**What the task asks**
Set down every line from the one with "index mcp: (279, 191)" to the end of the entries, both ends included, exactly as it reads and without pictures.

**Data for processing**
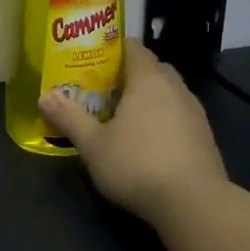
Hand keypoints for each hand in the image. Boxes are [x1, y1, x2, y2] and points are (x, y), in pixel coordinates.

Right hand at [38, 38, 227, 228]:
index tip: (93, 58)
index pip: (134, 48)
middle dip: (129, 74)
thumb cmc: (136, 164)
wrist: (193, 202)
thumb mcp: (92, 144)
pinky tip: (147, 141)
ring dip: (148, 98)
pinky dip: (162, 118)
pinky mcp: (204, 137)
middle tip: (103, 88)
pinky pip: (178, 115)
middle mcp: (176, 89)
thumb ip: (69, 118)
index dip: (113, 48)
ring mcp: (195, 112)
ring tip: (123, 115)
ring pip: (168, 93)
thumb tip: (44, 96)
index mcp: (148, 81)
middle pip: (152, 68)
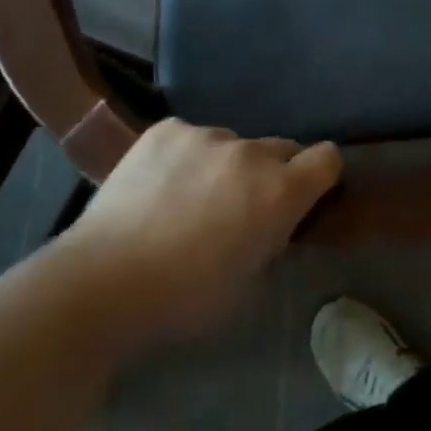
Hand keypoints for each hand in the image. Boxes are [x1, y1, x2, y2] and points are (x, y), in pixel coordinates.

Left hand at [55, 119, 341, 347]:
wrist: (103, 282)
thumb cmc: (183, 300)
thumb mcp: (248, 285)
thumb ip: (271, 240)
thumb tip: (272, 222)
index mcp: (279, 191)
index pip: (327, 158)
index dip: (321, 176)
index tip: (306, 195)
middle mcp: (250, 152)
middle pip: (282, 148)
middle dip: (272, 173)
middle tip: (241, 207)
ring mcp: (206, 134)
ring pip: (233, 144)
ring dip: (226, 166)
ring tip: (188, 200)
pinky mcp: (167, 129)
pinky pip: (192, 138)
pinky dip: (186, 157)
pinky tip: (158, 188)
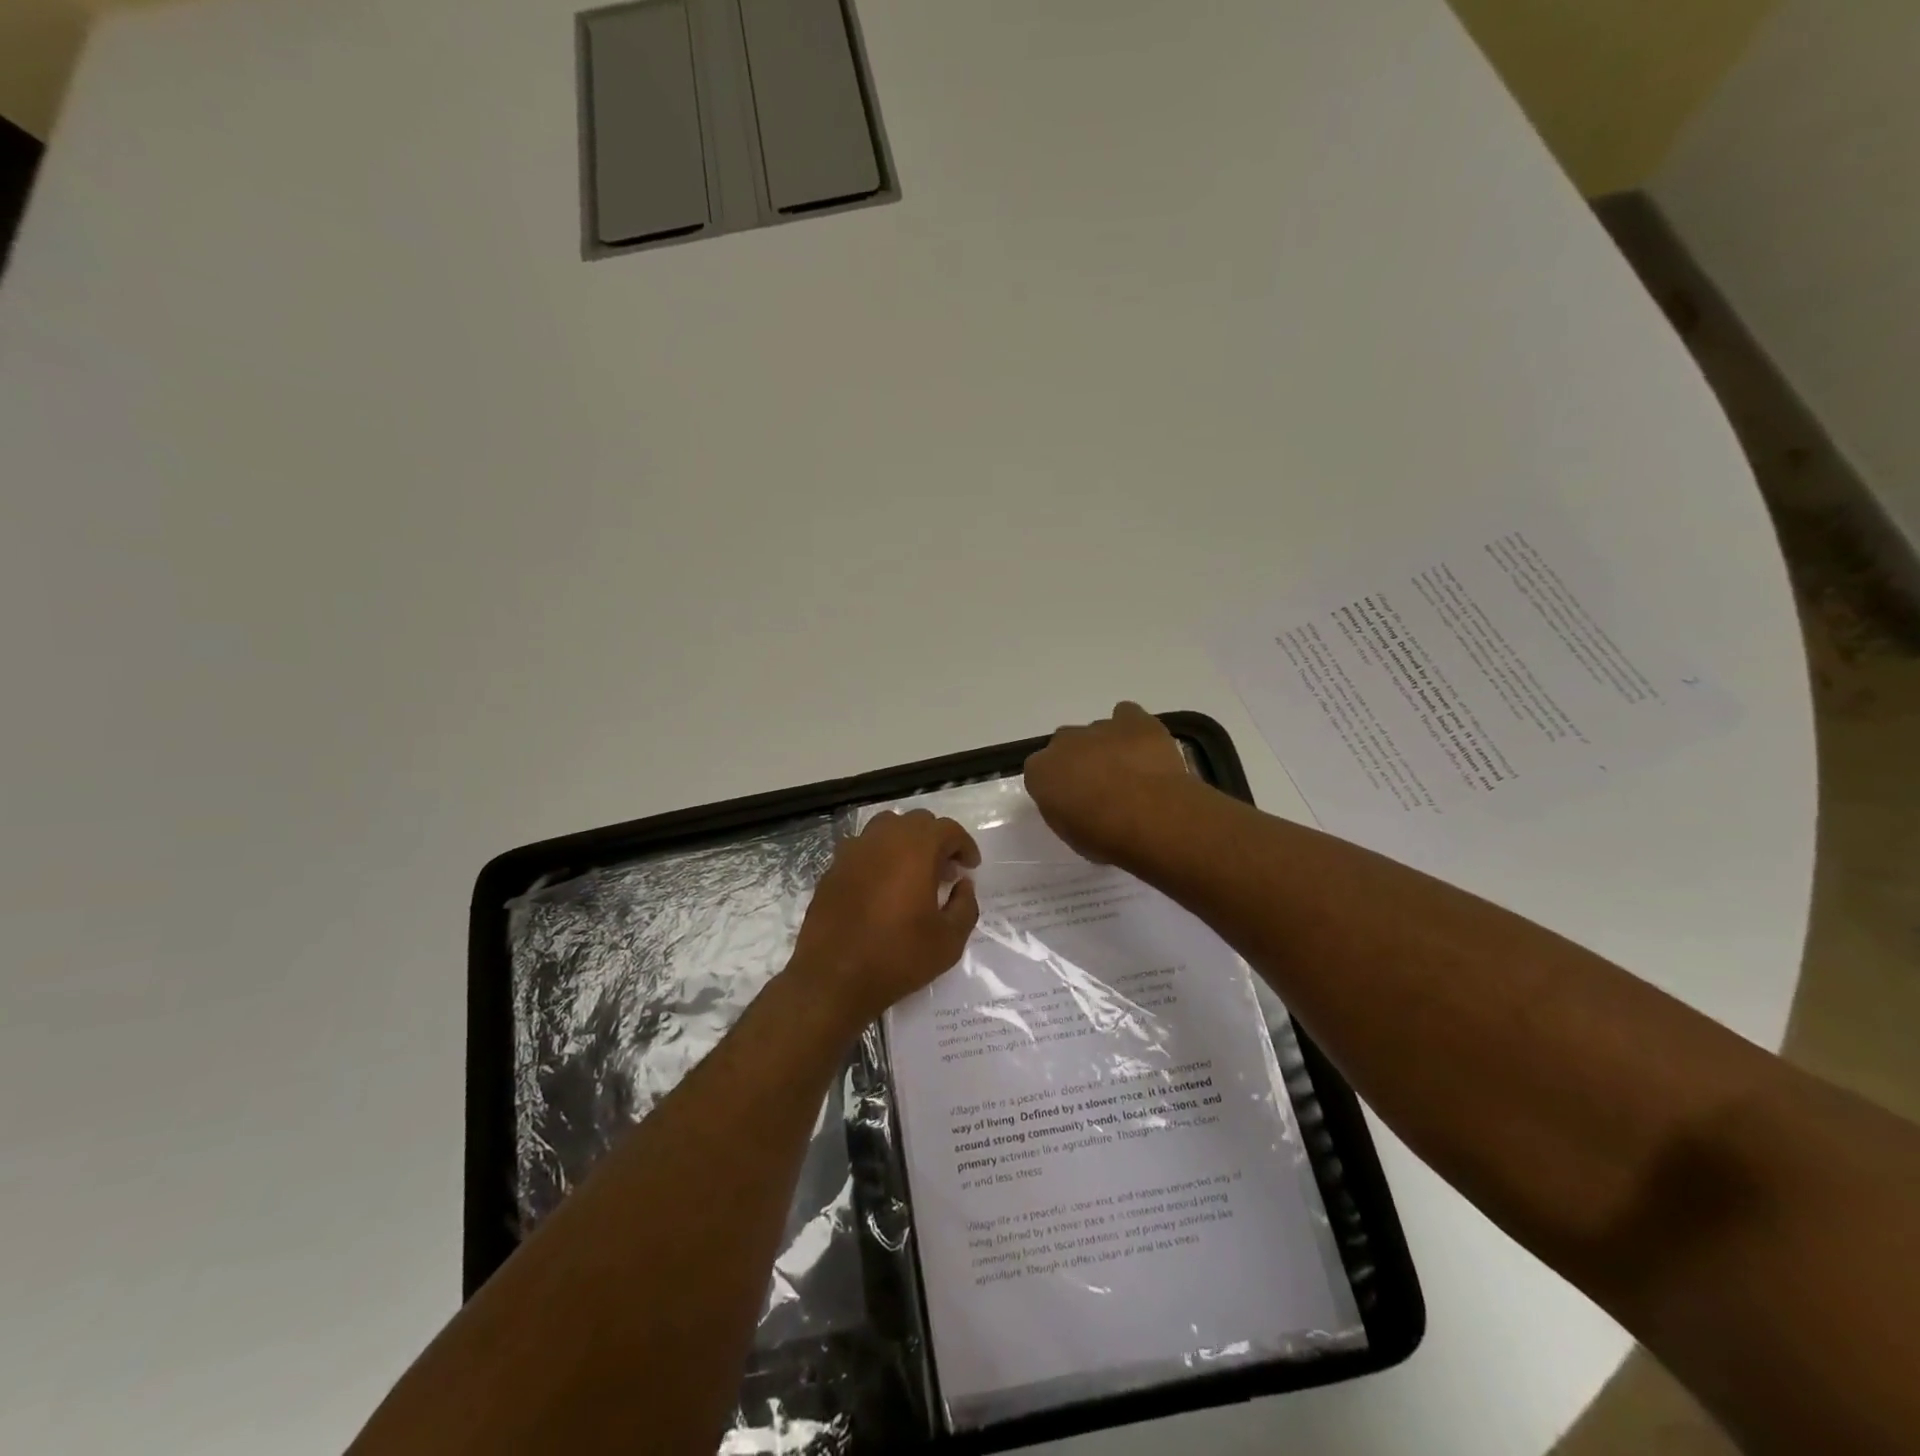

**Written answer**
index mcp: (279, 191)
index pip: (327, 158)
index dip: (321, 176)
index tip: (306, 195)
middle mcp: (250, 152)
middle pip: (282, 148)
middle dip: (272, 173)
middle tip: (241, 207)
ring mcp: (206, 134)
ring pip: (233, 144)
ring dip: (226, 166)
ring tip: (188, 200)
pinky mcp: (167, 129)
pinky pip: (192, 138)
pinky dip: (186, 157)
pinky tip: (158, 188)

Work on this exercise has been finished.